Wednesday, 13 February 2013

MySQL and ELSA - When Your Storage Runs Out


There has been recent discussion on the ELSA users mailing list about variations on the following scenario:

o SysAdmin (SA) has a single large drive
o SA installs Linux or BSD, MySQL and ELSA
o Something consumes all free space
o SA realises they need to to move ELSA and MySQL to another drive

I didn't think a lot about it when it came up the first time. After it came up multiple times, though, I figured I would write up some instructions, starting with item three from above -- something fills up the hard disk.

The Environment


I already have a running ELSA installation on Ubuntu Server, and I configured it with a single drive, so all of the setup is already done. If you're following along with some of my earlier posts, the exact VM I'm going to work with is Debian_121_elsanode:


I know that I'm going to fill my drive, and I know I'm going to have to add a drive, so I'll go ahead and do that before I boot the VM. In this case I'll add an 8GB data drive called, "Debian_121_elsanode_mysql_data". The process is outlined in screenshots below.

In the VM settings, choose "storage" and then select the SATA controller. Click the icon for "Add Hard Disk":


I want to "Create new disk":


I like to use VMDK files if I think I might export the VM as an appliance:


I don't need to waste the time setting aside all of the space for the new drive, I won't have it long enough to use more than a couple of hundred MB -- and that's a stretch, odds are it's less than 100 MB:


Give the new drive an unique name inside of VirtualBox. "Create" will finally create the new drive:


When I booted the VM I verified Ubuntu picked up the two hard disks with:
dmesg | grep -e sda -e sdb
Note the drive sizes in the output - new drives are added in lexicographical order but it's always nice to verify you're working with the correct drive:


Prepping the New Drive


In reality, the new drive would get added *after* realising there is a storage issue. For the purposes of this demo, though, that's okay, it doesn't matter if the existing drive fills up and then I add the new one and move ELSA/MySQL or if I add the new drive, fill the old one and then move what I need.

So, let's go ahead and prep the new drive. I won't start moving data to it but I'll go ahead and partition and format it.

First, partition the drive with fdisk.
sudo /sbin/fdisk /dev/sdb


This starts fdisk. I can use 'p' inside of fdisk to show me the existing partitions for /dev/sdb:


To create a new partition that uses the entire drive, I'll hit 'n' for new, 'p' for primary, accept the default value of '1' for the partition number, accept the first and last cylinders, then use 'p' again to show the new partition:


Use 'w' to write the changes to the partition table and quit.
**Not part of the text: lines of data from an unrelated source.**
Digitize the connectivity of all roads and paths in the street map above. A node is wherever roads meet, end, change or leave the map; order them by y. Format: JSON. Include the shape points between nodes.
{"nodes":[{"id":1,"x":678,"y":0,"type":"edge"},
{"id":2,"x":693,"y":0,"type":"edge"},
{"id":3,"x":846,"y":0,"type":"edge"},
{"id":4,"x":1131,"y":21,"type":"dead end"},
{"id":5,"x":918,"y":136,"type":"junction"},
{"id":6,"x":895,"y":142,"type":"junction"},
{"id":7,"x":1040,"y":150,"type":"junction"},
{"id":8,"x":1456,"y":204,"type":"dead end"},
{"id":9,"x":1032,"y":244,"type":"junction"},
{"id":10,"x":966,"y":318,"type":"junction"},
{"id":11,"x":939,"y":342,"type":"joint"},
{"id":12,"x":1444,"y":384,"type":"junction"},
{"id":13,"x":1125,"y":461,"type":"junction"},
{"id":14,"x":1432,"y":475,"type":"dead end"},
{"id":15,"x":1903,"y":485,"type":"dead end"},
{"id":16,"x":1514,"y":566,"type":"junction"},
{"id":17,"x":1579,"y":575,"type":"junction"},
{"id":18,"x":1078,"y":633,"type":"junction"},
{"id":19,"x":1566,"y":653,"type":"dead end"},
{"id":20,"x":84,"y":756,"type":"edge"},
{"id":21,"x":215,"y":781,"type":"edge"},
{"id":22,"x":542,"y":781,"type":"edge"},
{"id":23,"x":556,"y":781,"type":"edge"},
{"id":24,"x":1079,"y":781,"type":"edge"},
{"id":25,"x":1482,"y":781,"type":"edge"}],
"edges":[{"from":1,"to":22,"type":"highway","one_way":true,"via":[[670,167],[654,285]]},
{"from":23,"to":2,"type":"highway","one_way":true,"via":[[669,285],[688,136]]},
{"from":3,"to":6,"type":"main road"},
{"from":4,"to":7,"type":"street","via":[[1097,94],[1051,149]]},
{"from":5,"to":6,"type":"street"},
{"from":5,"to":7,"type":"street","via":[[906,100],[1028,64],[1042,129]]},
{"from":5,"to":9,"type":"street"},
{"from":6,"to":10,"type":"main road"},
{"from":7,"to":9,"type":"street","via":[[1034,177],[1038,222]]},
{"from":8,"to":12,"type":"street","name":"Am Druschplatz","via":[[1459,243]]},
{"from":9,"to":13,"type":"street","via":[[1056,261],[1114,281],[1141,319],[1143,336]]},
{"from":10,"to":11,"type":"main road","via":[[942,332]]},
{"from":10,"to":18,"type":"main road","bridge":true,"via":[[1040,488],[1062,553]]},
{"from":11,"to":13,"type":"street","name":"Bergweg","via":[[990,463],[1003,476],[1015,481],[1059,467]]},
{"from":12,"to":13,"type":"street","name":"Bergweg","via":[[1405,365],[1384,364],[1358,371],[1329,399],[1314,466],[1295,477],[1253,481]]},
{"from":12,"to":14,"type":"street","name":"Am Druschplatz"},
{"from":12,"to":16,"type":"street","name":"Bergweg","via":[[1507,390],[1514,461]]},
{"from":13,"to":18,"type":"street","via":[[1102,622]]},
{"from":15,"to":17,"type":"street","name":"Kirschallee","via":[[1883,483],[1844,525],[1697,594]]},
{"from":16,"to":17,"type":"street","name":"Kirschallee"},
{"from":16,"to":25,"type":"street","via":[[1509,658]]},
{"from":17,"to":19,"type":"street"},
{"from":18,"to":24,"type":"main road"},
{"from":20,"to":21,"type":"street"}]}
With the new partition ready, I need to format it before I can mount it. I prefer ext3, your mileage may vary. To format it in ext3, I'll use:
sudo /sbin/mkfs.ext3 /dev/sdb1
Note that when it runs, I get journal and superblock information. On physical drives, particularly large drives that aren't SSD, this can take a while to run.


One utility every Linux and Unix admin should use on a regular basis is 'df', for 'disk free'. I use the '-h' flag to get "human readable" output -- basically it just outputs all values in kilo-, mega- or gigabytes. It's  great for seeing, in short order, the amount of free space on a partition:


Fill The Old Drive


So I have about 16GB free on my root partition (where both ELSA and MySQL live). To quickly fill that up, I'm going to use a utility called 'dd'. My input will be /dev/zero (so I quickly get values - /dev/random and /dev/urandom can be considerably slower) and I'll output to a file called "consume_drive". Since I'm not giving 'dd' a count, it will run to completion - in this case, until the drive fills up.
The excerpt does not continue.